If the law was only about justice and truth, we'd either let all relevant information in no matter what potential prejudice it might have or we'd bar everything except the most objective, straightforward exhibits possible. As we have the evidence rules right now, it's just chaos. It's what you use to justify putting something before the jury in your fight against the other party.
It's real world friction Kasie. The law is what we use to keep our society from falling apart. Beyond a nominal basis, it's not about truth or justice. Those concepts are so uncontrollable, malleable and potentially dangerous that we deliberately hold off on them. Otherwise litigation would spiral out of control and there'd never be finality or certainty to anything.
kasia
06-15-2003, 01:50 AM
vic, if you've come this far in law school, i'm sure you know the responses to all of the points you've brought up. whether or not you buy into them is a different question. i just don't feel like answering your points because it would be like spewing basics that we've learned during first year.
but to get back on the topic - to be pretentious - defined as "making or marked by an extravagant outward show"...a definite flaw.
TyroneK(prettypretty)
06-15-2003, 06:05 PM
Originally posted by kasia@Jun 15 2003, 02:50 AM
vic, if you've come this far in law school, i'm sure you know the responses to all of the points you've brought up. whether or not you buy into them is a different question. i just don't feel like answering your points because it would be like spewing basics that we've learned during first year.
(Does victory dance.) Kasie's beat! I mashed you up like an Idaho potato! Sit down and bow to your master! (Continues victory dance.)
Seriously though, I don't really see how this overlong conversation of ours is only like a first year discussion. We basically ask the same questions about society and law in every class, no matter what year it is. In the end, all of my teachers have shrugged and told us that lawyers are just vessels for argument. There's some power in that, sure, but it's not like being a politician, a general, or a businessman with a lot of money to spend.
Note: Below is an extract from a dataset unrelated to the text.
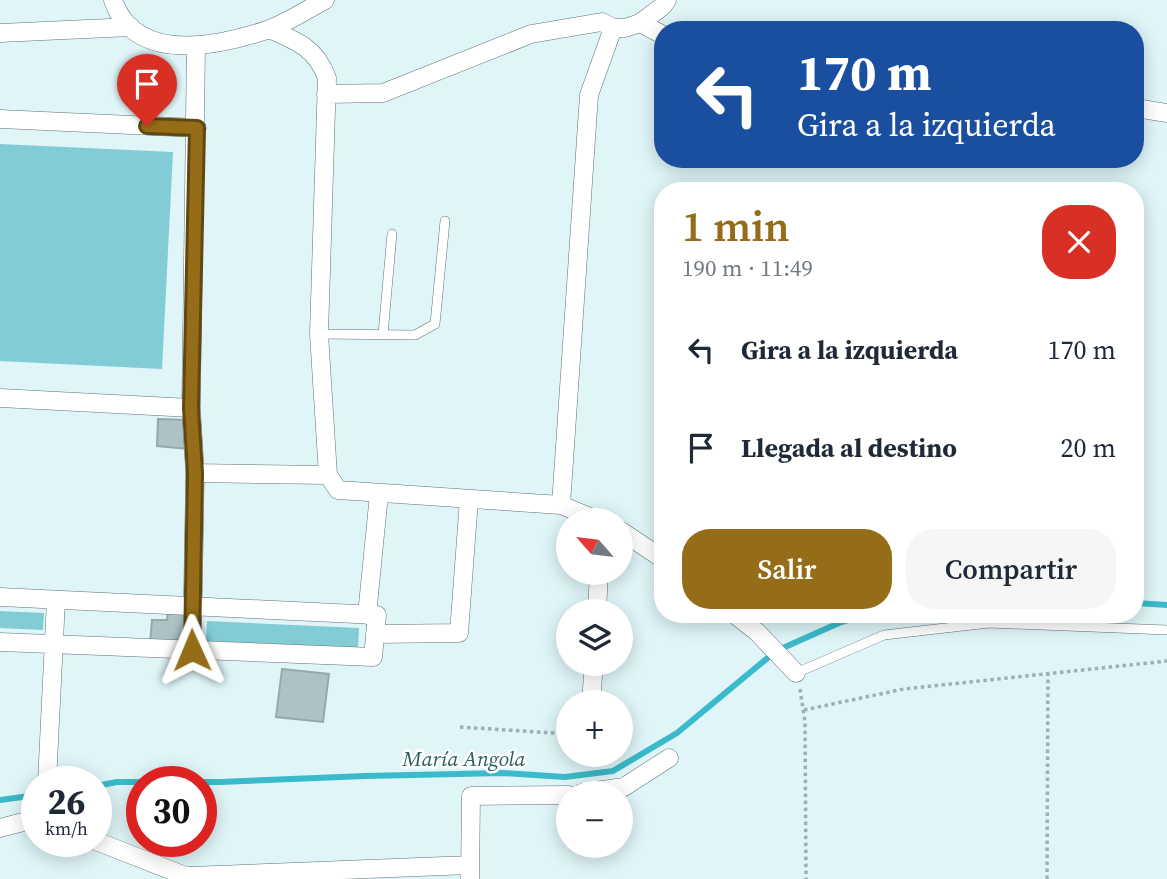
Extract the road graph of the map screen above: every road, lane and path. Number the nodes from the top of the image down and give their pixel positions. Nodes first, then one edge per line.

On that note, I think I'm going to become "that guy" next year who begins all his responses with, "Assuming that some guerilla hasn't shot you and your kind in the back of the head like you deserve..."
kasia
06-15-2003, 07:29 PM
well, it was either end the discussion or call you. i went with the former.
TyroneK(prettypretty)
06-15-2003, 10:03 PM
Right. Just like I suggested earlier.
TyroneK(prettypretty)
06-15-2003, 10:03 PM
So, what are the big firms in HK?
SunWuKong
06-16-2003, 03:18 AM
Originally posted by VBKao@Jun 16 2003, 12:03 AM
So, what are the big firms in HK?
many of the major american firms have overseas offices in HK.
i don't know any of the big local firms though.